▼

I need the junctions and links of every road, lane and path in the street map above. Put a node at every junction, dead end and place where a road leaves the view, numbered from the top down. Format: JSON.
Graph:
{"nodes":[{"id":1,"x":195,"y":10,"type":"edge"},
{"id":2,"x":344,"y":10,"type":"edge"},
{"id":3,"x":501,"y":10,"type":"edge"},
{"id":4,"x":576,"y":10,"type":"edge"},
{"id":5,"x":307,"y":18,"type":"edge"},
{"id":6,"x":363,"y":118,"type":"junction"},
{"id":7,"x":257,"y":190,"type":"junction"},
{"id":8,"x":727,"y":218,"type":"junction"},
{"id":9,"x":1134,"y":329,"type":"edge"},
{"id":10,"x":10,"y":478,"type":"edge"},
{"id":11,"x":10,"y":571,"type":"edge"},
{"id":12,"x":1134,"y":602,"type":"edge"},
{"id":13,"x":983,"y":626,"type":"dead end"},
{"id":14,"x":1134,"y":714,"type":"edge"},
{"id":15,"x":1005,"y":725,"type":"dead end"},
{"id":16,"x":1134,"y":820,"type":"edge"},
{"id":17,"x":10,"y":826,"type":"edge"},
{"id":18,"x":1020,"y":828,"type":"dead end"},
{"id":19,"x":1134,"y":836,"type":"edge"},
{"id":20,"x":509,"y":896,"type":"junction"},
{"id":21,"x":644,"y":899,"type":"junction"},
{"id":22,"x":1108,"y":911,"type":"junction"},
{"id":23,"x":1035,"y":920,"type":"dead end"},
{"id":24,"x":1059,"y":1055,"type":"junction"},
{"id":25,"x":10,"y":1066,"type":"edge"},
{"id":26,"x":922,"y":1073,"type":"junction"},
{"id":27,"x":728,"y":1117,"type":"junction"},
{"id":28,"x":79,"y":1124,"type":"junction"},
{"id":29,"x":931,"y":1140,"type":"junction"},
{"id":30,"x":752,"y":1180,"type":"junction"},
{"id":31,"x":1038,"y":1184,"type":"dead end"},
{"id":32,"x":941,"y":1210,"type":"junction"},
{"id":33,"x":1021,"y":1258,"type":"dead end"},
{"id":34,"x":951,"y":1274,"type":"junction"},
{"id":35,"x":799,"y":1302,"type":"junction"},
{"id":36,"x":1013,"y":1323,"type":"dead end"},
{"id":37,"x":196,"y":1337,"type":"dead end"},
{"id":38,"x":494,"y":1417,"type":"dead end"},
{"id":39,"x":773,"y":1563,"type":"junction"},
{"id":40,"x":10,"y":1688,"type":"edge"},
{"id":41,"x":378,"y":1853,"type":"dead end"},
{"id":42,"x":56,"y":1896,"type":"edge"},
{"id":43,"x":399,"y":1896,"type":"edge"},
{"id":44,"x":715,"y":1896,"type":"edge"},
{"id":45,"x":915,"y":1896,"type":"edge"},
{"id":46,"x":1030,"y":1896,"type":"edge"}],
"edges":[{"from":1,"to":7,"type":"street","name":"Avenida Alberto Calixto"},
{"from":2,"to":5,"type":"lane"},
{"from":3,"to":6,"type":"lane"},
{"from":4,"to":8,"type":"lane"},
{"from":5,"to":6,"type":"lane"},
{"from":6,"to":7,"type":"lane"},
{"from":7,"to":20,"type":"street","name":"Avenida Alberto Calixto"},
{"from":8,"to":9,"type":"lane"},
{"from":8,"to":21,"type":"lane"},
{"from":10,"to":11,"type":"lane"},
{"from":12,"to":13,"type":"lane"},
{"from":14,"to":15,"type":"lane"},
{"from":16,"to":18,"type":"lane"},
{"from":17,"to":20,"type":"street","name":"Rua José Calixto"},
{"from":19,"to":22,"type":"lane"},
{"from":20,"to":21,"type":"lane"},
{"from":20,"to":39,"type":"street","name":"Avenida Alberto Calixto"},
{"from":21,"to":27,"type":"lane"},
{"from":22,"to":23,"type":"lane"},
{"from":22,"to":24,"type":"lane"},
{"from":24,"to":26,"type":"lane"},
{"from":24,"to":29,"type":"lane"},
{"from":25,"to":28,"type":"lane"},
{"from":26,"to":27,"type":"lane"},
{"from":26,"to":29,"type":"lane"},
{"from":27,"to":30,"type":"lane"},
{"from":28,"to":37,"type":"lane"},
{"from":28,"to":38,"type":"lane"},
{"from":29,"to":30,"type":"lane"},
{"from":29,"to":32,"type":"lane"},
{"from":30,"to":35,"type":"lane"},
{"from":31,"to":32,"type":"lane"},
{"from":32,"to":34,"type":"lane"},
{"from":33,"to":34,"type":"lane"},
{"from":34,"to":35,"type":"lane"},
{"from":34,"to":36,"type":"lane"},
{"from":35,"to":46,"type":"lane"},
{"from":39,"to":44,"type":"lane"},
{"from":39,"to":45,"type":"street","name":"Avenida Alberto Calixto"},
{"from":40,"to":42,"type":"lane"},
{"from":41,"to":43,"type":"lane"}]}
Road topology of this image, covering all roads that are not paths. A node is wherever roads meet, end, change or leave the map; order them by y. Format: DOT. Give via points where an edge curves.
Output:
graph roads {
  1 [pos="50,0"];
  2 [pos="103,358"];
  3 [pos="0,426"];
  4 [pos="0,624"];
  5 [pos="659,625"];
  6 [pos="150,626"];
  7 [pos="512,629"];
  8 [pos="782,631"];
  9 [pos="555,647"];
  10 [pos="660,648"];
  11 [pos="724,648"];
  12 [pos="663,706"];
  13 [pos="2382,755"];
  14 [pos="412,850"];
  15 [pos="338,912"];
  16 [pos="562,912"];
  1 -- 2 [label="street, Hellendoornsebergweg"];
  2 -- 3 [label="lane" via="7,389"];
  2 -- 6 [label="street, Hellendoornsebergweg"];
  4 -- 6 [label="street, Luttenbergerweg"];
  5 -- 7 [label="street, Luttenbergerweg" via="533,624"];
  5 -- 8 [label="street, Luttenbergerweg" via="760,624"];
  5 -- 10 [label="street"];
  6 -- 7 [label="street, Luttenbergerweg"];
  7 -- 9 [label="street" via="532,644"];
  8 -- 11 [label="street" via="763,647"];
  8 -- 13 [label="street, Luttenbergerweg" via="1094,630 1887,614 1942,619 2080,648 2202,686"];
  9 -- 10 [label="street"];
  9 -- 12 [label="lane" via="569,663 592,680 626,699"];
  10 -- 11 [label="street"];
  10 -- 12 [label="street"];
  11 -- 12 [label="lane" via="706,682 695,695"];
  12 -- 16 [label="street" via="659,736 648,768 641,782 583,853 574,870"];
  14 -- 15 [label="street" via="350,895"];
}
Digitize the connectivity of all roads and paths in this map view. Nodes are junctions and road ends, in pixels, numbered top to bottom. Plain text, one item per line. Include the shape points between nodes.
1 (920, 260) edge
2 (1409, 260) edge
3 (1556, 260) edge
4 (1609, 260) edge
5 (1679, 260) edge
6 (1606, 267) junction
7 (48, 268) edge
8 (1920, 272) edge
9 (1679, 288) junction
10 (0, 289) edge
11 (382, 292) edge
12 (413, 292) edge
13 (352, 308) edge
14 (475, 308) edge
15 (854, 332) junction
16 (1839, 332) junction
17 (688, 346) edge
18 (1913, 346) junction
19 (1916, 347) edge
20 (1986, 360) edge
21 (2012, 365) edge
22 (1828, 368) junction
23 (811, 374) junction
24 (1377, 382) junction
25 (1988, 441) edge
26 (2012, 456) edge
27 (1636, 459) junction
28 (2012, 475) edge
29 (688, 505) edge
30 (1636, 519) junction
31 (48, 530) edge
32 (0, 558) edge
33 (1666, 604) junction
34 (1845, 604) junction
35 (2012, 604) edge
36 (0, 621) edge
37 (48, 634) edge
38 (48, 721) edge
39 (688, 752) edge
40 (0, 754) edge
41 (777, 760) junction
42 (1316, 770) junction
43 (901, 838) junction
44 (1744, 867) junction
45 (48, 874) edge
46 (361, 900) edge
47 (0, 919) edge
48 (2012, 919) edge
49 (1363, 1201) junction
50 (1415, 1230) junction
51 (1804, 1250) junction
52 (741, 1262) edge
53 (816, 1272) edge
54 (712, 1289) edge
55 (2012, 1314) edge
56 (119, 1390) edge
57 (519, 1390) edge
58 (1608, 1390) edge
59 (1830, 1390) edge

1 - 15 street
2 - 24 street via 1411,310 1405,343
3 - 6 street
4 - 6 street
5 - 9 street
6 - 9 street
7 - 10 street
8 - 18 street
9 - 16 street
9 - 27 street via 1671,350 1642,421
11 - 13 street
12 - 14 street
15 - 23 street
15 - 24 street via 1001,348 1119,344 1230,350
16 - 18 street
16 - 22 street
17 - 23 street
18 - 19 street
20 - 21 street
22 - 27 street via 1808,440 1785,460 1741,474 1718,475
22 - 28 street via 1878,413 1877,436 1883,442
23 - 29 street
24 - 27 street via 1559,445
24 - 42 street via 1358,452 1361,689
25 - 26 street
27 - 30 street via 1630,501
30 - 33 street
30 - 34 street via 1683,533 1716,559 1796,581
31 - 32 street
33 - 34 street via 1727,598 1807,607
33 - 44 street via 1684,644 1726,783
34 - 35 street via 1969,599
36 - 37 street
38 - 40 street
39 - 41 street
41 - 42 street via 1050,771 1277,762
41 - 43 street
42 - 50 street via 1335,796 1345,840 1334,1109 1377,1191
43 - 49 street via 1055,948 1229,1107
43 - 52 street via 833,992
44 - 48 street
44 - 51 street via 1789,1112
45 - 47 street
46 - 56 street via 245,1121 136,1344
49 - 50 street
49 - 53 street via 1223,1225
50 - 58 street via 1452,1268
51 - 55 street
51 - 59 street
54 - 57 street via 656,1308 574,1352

▲

**What the task requires:**
In how many lines of the material does the word "name" occur? Reply with only that number.

**Result of the task:**
5